ASIC Investigating Financial Benchmarks

ASIC is investigating a range of financial institutions to determine whether or not there has been benchmark-related misconduct in Australia’s financial markets. Their inquiries are still underway and, given the size and complexity of the relevant markets, will take some time to complete. They are looking at the activity of Australian financial institutions domestically and overseas, as well as foreign financial institutions that are active in Australia.

Benchmarks are of critical importance to a wide range of users in financial markets and throughout the broader economy. Different benchmarks affect the pricing of key financial products such as credit facilities offered by financial institutions, corporate debt securities, exchange-traded funds (ETFs), FX and interest rate derivatives, commodity derivatives, equity and bond index futures and other investments and risk management products.

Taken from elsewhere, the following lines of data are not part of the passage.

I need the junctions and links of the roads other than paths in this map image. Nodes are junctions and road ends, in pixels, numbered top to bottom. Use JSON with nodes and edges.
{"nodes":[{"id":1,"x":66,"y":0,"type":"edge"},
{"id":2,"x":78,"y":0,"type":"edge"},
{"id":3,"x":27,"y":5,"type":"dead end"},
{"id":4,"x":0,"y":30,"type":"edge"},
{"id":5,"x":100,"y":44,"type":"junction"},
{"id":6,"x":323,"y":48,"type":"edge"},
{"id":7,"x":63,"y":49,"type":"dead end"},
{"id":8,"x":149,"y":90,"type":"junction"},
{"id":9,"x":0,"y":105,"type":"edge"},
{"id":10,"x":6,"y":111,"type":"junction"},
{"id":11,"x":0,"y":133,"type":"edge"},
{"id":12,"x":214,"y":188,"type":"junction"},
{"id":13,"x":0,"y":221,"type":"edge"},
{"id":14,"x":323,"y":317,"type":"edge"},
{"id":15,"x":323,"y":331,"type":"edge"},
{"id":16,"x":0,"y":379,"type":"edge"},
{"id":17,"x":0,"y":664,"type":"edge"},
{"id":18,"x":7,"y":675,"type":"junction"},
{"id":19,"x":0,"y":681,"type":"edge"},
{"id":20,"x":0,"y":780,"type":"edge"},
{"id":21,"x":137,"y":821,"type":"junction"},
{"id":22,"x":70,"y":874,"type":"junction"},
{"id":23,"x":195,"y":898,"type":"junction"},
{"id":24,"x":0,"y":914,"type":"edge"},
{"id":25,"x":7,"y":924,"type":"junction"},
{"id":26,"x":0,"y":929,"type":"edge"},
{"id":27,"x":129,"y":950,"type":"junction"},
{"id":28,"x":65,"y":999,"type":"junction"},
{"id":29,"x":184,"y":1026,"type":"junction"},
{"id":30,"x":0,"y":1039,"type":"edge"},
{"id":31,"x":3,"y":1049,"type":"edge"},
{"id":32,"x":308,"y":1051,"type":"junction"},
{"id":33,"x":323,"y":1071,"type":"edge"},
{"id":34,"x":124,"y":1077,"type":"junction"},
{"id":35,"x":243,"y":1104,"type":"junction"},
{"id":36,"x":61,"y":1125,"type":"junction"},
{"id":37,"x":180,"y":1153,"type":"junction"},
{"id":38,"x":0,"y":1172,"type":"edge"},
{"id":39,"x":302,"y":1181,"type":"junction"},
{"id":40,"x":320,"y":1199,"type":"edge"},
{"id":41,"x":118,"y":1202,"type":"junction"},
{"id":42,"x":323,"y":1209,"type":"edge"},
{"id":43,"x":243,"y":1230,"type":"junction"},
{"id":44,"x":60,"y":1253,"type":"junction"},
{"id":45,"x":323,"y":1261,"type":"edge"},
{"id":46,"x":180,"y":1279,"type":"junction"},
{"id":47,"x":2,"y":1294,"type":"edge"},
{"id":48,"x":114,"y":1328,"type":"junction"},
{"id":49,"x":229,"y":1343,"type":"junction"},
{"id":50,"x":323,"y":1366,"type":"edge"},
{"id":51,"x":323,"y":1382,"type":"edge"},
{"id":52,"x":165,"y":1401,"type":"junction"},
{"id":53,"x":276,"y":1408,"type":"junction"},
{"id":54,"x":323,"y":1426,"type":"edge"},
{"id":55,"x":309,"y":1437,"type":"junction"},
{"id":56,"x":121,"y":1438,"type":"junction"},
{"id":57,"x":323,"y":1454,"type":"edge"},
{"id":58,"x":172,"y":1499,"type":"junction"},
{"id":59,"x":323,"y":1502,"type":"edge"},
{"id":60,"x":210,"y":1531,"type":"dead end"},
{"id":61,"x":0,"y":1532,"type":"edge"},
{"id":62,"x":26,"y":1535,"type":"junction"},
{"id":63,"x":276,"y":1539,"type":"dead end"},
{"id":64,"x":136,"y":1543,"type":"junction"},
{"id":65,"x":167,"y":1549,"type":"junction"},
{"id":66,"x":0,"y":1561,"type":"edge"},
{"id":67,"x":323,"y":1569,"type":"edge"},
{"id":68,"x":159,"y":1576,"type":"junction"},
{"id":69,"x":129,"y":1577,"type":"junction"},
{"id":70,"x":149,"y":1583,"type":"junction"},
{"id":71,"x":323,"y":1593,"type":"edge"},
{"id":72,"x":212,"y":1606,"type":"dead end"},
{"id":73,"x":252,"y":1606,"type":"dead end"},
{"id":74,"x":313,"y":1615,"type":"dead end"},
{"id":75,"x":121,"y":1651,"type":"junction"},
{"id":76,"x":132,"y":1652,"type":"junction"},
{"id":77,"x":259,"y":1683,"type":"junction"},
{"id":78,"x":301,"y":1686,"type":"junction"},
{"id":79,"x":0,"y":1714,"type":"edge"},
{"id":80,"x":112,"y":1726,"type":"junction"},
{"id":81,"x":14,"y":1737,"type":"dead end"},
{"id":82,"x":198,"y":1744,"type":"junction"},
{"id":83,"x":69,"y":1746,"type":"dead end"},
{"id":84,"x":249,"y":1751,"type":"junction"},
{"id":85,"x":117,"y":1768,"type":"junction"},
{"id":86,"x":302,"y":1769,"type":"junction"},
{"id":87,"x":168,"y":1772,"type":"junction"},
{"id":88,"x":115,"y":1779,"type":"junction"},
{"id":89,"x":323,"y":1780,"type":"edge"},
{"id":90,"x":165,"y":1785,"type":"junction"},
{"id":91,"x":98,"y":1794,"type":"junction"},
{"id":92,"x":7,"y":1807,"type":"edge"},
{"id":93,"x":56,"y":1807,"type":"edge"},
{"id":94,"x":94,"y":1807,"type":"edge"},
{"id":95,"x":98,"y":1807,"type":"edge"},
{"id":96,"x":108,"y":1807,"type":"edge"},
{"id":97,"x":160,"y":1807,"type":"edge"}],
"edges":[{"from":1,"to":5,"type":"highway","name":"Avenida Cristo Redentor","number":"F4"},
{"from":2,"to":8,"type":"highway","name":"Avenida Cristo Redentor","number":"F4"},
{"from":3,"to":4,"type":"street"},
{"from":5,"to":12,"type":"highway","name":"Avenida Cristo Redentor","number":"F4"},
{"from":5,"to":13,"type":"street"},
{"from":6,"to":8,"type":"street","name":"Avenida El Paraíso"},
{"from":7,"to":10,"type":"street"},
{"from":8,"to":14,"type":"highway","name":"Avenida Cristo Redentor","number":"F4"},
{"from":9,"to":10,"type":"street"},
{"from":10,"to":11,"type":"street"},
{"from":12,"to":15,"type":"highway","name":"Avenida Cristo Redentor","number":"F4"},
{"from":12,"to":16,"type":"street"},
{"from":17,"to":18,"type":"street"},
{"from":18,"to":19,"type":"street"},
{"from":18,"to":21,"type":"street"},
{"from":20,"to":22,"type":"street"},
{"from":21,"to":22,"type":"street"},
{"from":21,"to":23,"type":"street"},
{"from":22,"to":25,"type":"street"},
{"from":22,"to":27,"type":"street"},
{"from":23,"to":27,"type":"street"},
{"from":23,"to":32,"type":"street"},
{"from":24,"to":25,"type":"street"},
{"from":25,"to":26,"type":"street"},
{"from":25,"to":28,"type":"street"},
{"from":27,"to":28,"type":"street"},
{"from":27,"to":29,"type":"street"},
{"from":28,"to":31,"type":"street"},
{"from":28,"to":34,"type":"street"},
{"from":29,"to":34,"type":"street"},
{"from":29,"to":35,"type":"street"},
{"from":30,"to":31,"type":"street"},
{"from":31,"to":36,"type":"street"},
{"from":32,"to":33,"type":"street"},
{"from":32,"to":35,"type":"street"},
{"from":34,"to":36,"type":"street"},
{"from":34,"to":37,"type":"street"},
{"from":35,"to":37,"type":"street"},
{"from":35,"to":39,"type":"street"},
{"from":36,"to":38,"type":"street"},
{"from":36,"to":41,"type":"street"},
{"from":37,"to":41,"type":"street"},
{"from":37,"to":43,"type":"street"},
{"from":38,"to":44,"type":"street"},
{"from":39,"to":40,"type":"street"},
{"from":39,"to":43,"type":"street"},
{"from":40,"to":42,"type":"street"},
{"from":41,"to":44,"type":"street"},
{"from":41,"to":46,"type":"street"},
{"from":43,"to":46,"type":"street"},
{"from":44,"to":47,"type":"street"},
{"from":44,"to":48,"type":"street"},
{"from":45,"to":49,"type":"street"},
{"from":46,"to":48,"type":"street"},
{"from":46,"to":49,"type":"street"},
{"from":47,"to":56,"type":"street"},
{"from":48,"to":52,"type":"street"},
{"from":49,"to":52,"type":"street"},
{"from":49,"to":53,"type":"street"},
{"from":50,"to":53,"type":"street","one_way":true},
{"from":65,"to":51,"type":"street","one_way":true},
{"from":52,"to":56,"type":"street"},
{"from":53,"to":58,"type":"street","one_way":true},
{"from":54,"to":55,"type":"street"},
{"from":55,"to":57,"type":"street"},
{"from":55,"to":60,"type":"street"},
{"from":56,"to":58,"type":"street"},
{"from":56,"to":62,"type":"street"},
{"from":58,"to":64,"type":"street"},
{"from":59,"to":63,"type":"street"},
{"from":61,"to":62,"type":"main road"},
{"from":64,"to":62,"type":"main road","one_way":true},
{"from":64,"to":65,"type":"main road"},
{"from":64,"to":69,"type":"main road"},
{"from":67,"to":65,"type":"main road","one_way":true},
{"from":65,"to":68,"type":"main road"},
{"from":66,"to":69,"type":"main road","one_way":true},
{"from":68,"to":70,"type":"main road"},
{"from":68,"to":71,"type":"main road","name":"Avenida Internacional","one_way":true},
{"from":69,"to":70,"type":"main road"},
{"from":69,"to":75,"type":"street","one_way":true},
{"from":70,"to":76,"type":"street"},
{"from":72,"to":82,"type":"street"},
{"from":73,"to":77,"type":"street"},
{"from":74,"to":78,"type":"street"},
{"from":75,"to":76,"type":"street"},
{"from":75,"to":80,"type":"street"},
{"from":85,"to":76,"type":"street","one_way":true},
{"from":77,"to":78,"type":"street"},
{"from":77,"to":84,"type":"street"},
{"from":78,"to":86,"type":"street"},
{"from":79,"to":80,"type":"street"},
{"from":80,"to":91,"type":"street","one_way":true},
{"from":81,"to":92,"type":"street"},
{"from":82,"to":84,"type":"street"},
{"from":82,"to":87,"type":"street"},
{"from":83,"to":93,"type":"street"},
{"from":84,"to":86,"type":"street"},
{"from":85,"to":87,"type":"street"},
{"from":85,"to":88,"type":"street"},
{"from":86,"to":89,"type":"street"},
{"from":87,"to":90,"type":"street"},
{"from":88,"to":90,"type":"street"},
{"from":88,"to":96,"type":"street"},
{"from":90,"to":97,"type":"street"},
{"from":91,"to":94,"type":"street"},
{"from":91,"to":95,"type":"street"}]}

In Australia, ASIC consider the following benchmarks to be of potential systemic importance:

  • Bank Bill Swap Rate (BBSW)
  • the Interbank Overnight Cash Rate (cash rate)
  • S&P/ASX 200 equity index
  • ASX Clear (Futures) Pty Ltd’s Commonwealth Government Securities (CGS) yields survey for settling bond futures
  • Consumer Price Index (CPI).

Internationally, they consider the IBOR interest rate benchmark family and the WM/Reuters and European Central Bank (ECB) foreign exchange (FX) ‘fix’ rates, among other benchmarks, to be systemically important.

Their investigations are informed by the conduct issues relating to financial benchmarks that have been observed overseas and which have formed the basis of significant settlements by financial institutions with foreign financial regulators. For example:

  • trading designed to move a benchmark rate so that the financial institution derives a benefit (e.g. by increasing the value of a derivative position held by the institution that references the benchmark)
  • inappropriate handling of client orders or positions (e.g. by deliberately triggering ‘stop-loss’ orders)
  • inappropriate disclosure of confidential client information (e.g. by disclosing client orders to traders at competing banks); and
  • inappropriate submitter conduct (e.g. by making submissions in order to reduce the institution’s borrowing costs).